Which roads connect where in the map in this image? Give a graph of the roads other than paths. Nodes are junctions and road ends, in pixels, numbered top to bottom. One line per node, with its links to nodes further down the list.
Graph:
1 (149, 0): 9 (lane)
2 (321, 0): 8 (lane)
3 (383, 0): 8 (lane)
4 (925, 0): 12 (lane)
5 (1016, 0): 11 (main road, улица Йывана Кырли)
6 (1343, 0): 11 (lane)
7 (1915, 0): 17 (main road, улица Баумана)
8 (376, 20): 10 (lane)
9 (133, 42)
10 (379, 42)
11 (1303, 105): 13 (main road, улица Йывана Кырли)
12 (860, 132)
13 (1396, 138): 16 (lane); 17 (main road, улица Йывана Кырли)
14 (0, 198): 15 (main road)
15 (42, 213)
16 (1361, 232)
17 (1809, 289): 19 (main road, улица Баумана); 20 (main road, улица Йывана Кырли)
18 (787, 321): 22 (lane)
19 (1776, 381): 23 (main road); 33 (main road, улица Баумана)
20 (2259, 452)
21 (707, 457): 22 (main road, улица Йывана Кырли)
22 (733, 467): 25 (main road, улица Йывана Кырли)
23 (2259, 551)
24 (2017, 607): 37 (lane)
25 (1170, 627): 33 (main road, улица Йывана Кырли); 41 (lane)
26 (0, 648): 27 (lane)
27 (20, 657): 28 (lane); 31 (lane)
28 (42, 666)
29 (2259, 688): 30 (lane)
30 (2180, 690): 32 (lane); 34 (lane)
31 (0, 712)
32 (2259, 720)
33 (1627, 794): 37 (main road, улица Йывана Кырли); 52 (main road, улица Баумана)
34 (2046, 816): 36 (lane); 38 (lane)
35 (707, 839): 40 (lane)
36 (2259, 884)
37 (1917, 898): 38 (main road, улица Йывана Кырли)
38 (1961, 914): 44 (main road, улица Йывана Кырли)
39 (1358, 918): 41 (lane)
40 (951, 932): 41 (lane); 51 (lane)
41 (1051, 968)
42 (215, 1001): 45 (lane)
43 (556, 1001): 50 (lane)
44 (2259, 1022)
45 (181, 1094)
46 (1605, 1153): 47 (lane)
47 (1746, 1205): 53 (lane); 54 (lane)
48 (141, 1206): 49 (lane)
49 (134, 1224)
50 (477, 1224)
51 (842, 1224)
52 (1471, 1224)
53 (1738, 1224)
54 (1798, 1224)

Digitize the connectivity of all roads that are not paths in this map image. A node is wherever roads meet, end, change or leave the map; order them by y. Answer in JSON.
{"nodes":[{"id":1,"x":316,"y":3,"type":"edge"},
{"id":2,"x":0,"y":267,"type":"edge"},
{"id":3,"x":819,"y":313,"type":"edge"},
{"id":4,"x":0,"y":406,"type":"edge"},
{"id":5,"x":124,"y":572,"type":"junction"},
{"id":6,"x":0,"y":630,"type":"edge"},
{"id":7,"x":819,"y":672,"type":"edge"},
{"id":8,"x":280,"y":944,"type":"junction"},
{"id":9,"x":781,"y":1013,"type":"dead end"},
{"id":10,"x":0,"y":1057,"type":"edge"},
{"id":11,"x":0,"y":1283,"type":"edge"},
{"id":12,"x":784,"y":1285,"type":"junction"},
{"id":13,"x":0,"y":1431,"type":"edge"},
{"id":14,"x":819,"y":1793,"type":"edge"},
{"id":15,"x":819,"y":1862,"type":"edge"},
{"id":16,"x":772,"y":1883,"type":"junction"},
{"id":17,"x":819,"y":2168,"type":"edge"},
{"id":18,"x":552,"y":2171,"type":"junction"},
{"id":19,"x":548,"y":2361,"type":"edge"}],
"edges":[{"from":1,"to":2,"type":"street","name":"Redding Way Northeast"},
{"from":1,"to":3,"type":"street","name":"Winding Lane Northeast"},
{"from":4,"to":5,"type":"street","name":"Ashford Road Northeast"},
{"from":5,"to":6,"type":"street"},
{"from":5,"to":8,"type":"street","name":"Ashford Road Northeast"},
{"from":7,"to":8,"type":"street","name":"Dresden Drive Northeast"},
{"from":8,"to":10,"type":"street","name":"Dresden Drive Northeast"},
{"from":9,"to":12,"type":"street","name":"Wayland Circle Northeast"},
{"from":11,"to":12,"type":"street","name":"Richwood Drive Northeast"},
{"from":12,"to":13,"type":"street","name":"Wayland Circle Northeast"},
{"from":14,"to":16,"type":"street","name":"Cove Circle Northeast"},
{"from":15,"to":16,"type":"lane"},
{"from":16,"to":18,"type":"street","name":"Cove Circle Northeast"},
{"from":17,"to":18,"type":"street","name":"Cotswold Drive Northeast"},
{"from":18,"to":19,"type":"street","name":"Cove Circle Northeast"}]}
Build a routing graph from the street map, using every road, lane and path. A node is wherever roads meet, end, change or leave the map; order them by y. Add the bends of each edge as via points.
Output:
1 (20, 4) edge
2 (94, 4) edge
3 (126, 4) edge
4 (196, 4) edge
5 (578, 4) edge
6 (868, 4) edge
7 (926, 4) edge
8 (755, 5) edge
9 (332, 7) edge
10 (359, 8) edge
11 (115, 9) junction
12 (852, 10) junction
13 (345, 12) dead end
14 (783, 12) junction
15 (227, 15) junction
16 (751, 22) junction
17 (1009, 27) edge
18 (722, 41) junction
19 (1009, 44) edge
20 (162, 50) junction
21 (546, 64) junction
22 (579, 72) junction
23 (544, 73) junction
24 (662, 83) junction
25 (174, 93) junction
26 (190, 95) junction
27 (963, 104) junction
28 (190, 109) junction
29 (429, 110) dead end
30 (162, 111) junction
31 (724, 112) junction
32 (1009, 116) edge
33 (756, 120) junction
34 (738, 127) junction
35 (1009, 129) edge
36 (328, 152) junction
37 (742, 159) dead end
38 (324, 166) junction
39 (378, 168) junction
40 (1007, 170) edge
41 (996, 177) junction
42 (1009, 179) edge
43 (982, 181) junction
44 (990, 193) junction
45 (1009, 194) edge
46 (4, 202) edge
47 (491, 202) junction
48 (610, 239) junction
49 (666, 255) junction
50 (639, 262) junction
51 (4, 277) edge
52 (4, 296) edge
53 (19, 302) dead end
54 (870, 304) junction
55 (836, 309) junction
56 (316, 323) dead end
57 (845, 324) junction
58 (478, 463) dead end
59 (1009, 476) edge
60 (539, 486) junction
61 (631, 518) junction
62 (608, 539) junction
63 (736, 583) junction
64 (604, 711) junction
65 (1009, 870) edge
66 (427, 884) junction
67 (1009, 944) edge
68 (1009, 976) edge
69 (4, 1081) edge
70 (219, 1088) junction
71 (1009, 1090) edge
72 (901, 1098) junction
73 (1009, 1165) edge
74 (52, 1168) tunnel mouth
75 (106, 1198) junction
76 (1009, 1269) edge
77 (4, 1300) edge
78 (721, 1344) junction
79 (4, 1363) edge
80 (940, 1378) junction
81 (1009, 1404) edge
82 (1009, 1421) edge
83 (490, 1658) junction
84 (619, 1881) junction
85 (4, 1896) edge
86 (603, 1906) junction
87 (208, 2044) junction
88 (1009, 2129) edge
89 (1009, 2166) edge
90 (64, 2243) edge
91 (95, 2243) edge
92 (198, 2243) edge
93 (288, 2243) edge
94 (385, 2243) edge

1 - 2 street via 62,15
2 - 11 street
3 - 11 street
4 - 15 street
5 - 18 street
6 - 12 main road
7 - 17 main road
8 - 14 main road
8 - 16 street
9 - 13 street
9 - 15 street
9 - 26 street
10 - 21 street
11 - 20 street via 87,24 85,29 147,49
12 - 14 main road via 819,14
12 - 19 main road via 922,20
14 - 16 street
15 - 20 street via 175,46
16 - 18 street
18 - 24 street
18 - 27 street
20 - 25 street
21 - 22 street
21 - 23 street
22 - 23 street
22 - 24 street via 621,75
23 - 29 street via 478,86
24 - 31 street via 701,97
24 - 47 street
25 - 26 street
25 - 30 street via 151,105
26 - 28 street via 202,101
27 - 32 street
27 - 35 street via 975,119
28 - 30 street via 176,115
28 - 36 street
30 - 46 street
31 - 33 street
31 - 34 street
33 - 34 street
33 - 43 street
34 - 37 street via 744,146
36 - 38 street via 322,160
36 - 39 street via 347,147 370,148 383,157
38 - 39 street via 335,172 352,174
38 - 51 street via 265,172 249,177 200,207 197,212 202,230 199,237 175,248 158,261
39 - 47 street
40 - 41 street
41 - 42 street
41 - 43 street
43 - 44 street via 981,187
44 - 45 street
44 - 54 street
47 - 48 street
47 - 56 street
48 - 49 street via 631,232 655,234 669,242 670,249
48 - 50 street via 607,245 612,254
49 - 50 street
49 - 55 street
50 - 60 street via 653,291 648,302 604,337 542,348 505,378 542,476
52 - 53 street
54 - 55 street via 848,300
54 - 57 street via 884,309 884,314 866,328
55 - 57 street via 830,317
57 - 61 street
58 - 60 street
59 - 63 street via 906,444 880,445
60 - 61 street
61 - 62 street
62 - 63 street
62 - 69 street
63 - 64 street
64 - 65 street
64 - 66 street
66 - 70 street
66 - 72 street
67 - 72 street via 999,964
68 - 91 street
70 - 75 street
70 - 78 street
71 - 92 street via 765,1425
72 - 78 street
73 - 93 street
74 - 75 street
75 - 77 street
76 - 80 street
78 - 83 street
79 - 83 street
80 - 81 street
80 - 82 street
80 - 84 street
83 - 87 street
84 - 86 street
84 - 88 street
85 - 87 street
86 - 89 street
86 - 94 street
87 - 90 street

▶ **The task**: Filter the entries above and copy only the lines that hold "dead".

▶ **Solution to this problem**:
{"id":9,"x":781,"y":1013,"type":"dead end"},
13 (345, 12) dead end
29 (429, 110) dead end
37 (742, 159) dead end
53 (19, 302) dead end
56 (316, 323) dead end
58 (478, 463) dead end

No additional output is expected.